This is a bit of a pet peeve, but under Use Cases we need more than "the
regulators made us do it". :-) I'd mention that it prevents most attacks at
the OS layer and below, and that strong encryption combined with key management
is an industry best practice. (THEN you can mention the regulators.)
By "OS layer and below" I mean: There are several different layers in the
(traditional) stack where encryption can be applied:
* Application - Most difficult, most secure. Encryption can be finely
controlled and policy decisions informed with the most information. But
writing applications to do this is hard, and impossible for the customers of
existing applications
* Database - Not a bad choice, offered by all database vendors, but has
performance problems; you can't encrypt an index.

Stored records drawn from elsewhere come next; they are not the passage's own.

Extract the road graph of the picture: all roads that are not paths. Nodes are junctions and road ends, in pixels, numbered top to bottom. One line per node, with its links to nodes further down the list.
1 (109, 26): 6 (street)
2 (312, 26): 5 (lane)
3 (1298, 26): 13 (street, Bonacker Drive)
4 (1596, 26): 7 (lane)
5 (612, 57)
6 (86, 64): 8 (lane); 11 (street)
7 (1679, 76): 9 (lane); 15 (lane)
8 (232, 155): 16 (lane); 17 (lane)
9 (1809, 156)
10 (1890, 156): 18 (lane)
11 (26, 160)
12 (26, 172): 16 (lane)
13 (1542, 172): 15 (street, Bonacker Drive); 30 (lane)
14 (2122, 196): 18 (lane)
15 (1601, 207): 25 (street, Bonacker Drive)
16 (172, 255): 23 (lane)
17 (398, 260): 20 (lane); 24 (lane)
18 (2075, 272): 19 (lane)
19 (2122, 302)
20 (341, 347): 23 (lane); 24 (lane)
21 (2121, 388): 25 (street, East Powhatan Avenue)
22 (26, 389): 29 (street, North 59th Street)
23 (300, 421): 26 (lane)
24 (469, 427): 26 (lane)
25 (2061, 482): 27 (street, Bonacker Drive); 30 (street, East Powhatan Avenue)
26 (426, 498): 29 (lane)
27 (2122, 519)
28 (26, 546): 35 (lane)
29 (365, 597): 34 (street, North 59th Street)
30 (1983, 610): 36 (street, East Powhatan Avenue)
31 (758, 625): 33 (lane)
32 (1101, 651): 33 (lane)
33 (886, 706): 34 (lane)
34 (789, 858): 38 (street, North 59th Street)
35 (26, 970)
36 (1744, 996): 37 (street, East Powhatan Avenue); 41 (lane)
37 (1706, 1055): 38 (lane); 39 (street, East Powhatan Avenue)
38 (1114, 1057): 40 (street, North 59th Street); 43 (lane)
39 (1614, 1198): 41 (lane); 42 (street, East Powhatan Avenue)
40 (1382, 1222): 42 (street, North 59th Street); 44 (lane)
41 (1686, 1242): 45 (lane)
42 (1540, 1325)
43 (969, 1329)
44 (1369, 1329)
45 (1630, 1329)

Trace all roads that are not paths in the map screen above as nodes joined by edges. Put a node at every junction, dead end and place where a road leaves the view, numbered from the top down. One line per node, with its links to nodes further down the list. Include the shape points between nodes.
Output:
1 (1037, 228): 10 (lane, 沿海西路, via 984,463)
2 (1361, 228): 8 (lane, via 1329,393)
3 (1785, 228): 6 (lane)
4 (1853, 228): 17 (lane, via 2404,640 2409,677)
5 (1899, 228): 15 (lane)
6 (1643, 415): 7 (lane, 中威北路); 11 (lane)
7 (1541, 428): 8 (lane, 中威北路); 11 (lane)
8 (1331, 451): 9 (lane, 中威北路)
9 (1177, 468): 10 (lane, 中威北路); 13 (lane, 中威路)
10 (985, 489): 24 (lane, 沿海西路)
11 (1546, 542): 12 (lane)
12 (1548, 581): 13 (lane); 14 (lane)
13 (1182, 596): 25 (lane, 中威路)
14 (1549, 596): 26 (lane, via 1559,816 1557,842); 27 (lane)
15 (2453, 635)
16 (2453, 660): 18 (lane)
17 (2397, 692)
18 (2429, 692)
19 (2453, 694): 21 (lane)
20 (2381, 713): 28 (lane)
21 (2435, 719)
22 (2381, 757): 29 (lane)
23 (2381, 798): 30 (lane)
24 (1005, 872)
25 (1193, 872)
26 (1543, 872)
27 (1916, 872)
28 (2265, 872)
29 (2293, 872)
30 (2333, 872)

* File System - Can be simple to deploy, performant, and transparent to layers
above; the tradeoff is that some of the context of higher layers (like the user
of the application or database) is lost.
* Disk - easiest and operates at disk speed, but only really protects against
physical theft.
Things get more secure up the stack, but easier down the stack. And encryption
at any given point in the stack makes data unreadable at any point below it in
the stack.
Hadoop adds an "HDFS" layer above the traditional file system layer. This is
near-optimal because we have lots of context in which to make policy decisions,
but we can still provide transparent encryption to applications. Due to its
place in the stack, attacks at the OS layer (file system and disk, that is) are
prevented because they just see encrypted data.
----
Anyway...
Under architecture, I think you may want to first describe encryption zones,
then mention the KMS, then describe the process by which a client gets a DEK.
Then go into the KMS in detail. Going into the KMS and EEKs first is a little
confusing without knowing what they're for.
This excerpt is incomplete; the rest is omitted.